“If it’s the current me, I can do this proudly…” – Misaki Ayuzawa, Kaichou wa Maid-sama!
Some years ago, I wrote a character. She was, in essence, me. Not completely identical but she was heavily based on how I saw myself. Now when I look at that character, I feel that I relate to her and she is most definitely still part of me. But she no longer resembles the current me.
The person I was three years ago… there are so many things she wouldn’t have been brave enough to do.
In truth, the person I was three months ago wouldn’t have been able to do many of those things either.
Last year, I nudged myself out of my boundaries. This year? Life seems to be pushing me.

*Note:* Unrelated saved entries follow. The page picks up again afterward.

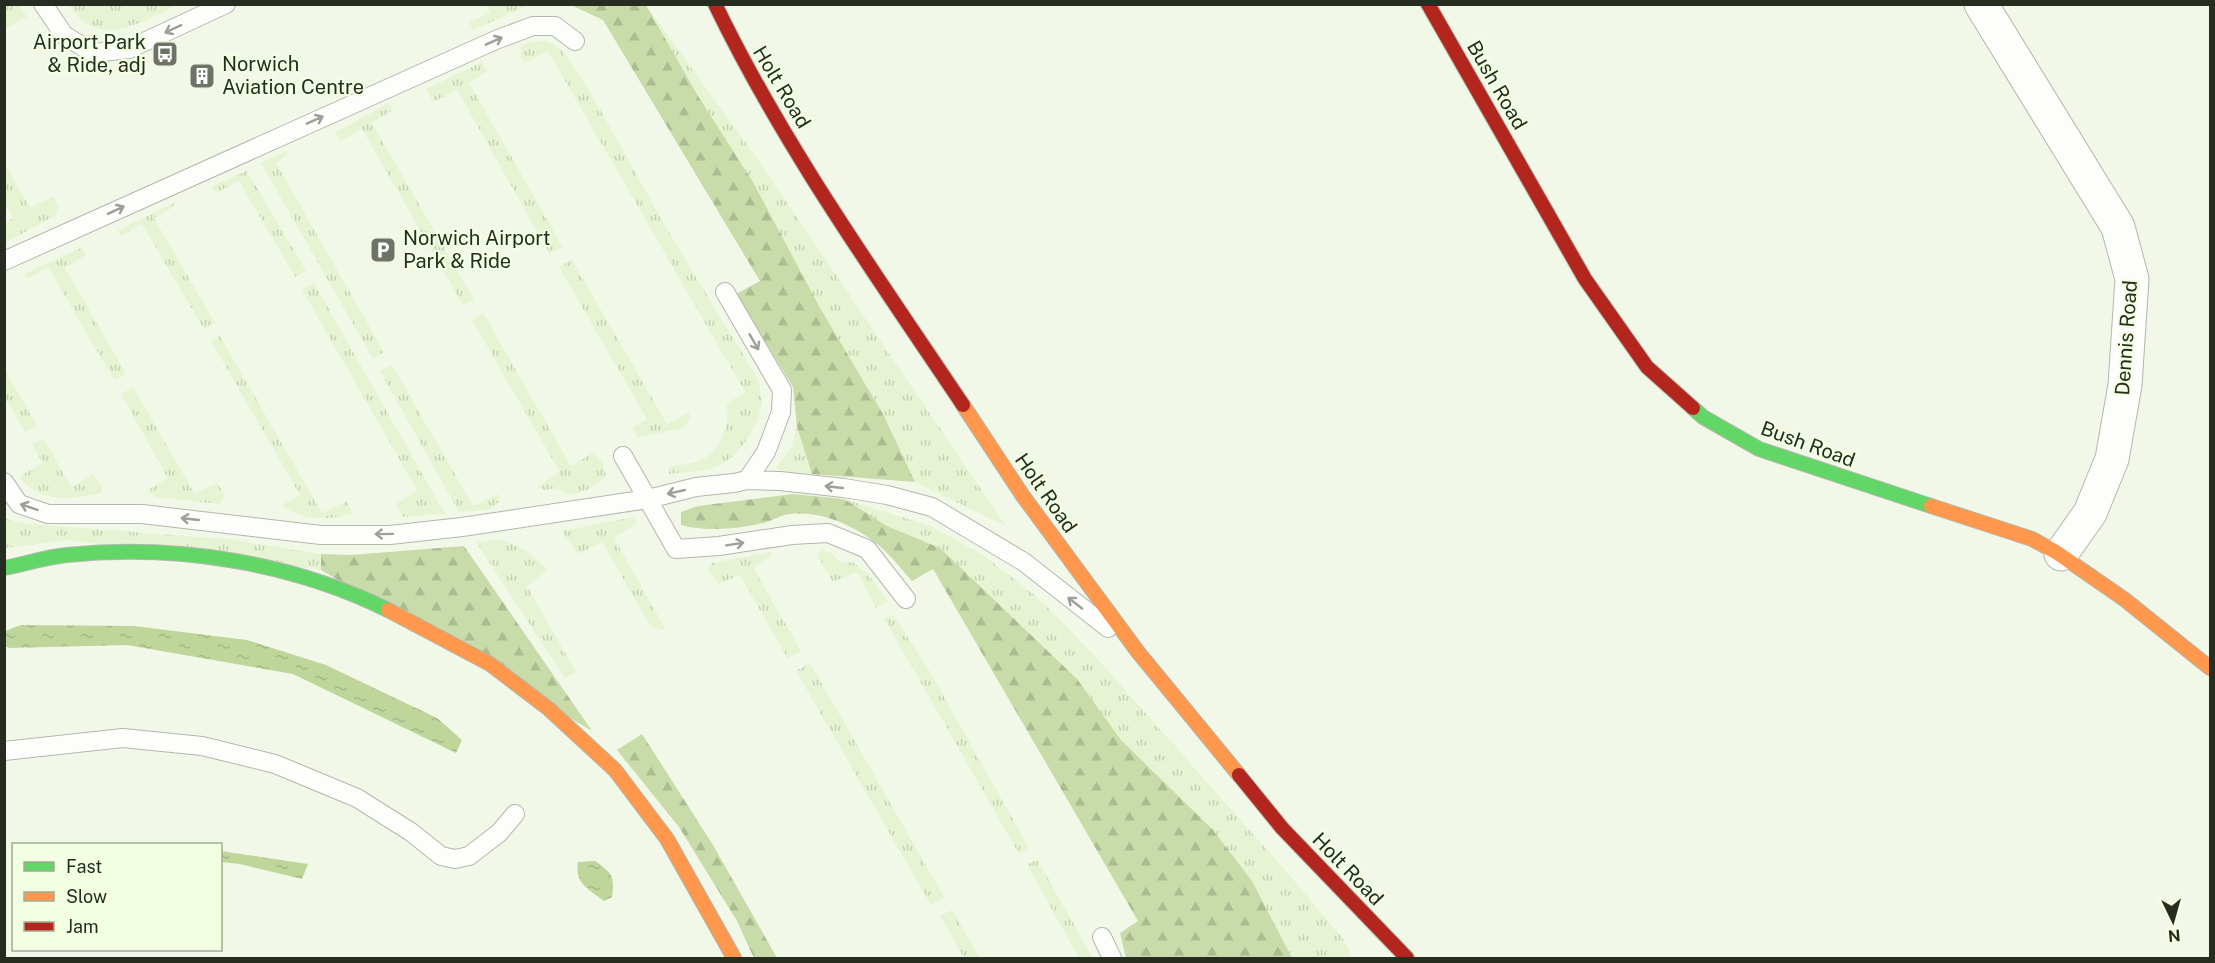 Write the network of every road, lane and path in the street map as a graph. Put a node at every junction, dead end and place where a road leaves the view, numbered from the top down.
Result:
1 (43, 4) edge
2 (226, 4) edge
3 (715, 4) edge
4 (1428, 4) edge
5 (1981, 4) edge
6 (575, 41) dead end
7 (4, 261) edge
8 (725, 291) dead end
9 (623, 456) dead end
10 (747, 480) junction
11 (4, 482) edge
12 (648, 499) junction
13 (2061, 555) junction
14 (4, 568) edge
15 (906, 599) dead end
16 (1138, 652) junction
17 (2211, 668) edge
18 (4, 751) edge
19 (515, 814) dead end
20 (1102, 937) dead end
21 (734, 958) edge
22 (1112, 958) edge
23 (1407, 958) edge

2 -> 1 lane
3 - 16 main road, Holt Road
4 - 13 main road, Bush Road
5 - 13 street, Dennis Road
7 -> 6 lane
8 -> 10 lane
9 - 12 lane
10 -> 12 lane
16 -> 10 lane
12 -> 11 lane
12 -> 15 lane
13 - 17 main road, Bush Road
14 - 21 main road
16 - 23 main road, Holt Road
18 - 19 lane
20 - 22 lane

Life seems to be throwing me a few lessons by sending some… I guess you could say ‘challenges’ my way. I don’t know what else to call them. All I know is sometimes I wonder if the universe is enjoying itself as it plays tricks on me.
I could blame life for playing around with me. But what’s the point in that? There’s nobody to hold responsible for such things happening… and I don’t want to pin blame on anyone either. The only person I should be holding accountable for anything is me. That’s all I can control after all.
I mean I try not to be too hard on myself – well I’m working on that. We’re all human, it’s okay if we slip up occasionally.
But I’m proud that I’ve come this far. I’m proud to be able to do the things I couldn’t do before. There are moments when I’m screaming in my head “Look here, life. This isn’t funny!” But I am partly glad for what I’ve gone through. There are some things you don’t realise until you have to go through them yourself. And if nothing else, this gives me the chance to properly help others who might go through similar things in future.
If there’s one thing I’ve learned… it’s that things are always okay in the end. Even if they take time or you have to go through a myriad of trials first… in the end, it’ll be okay.
What a growing year this is turning out to be… and it’s barely been two months yet.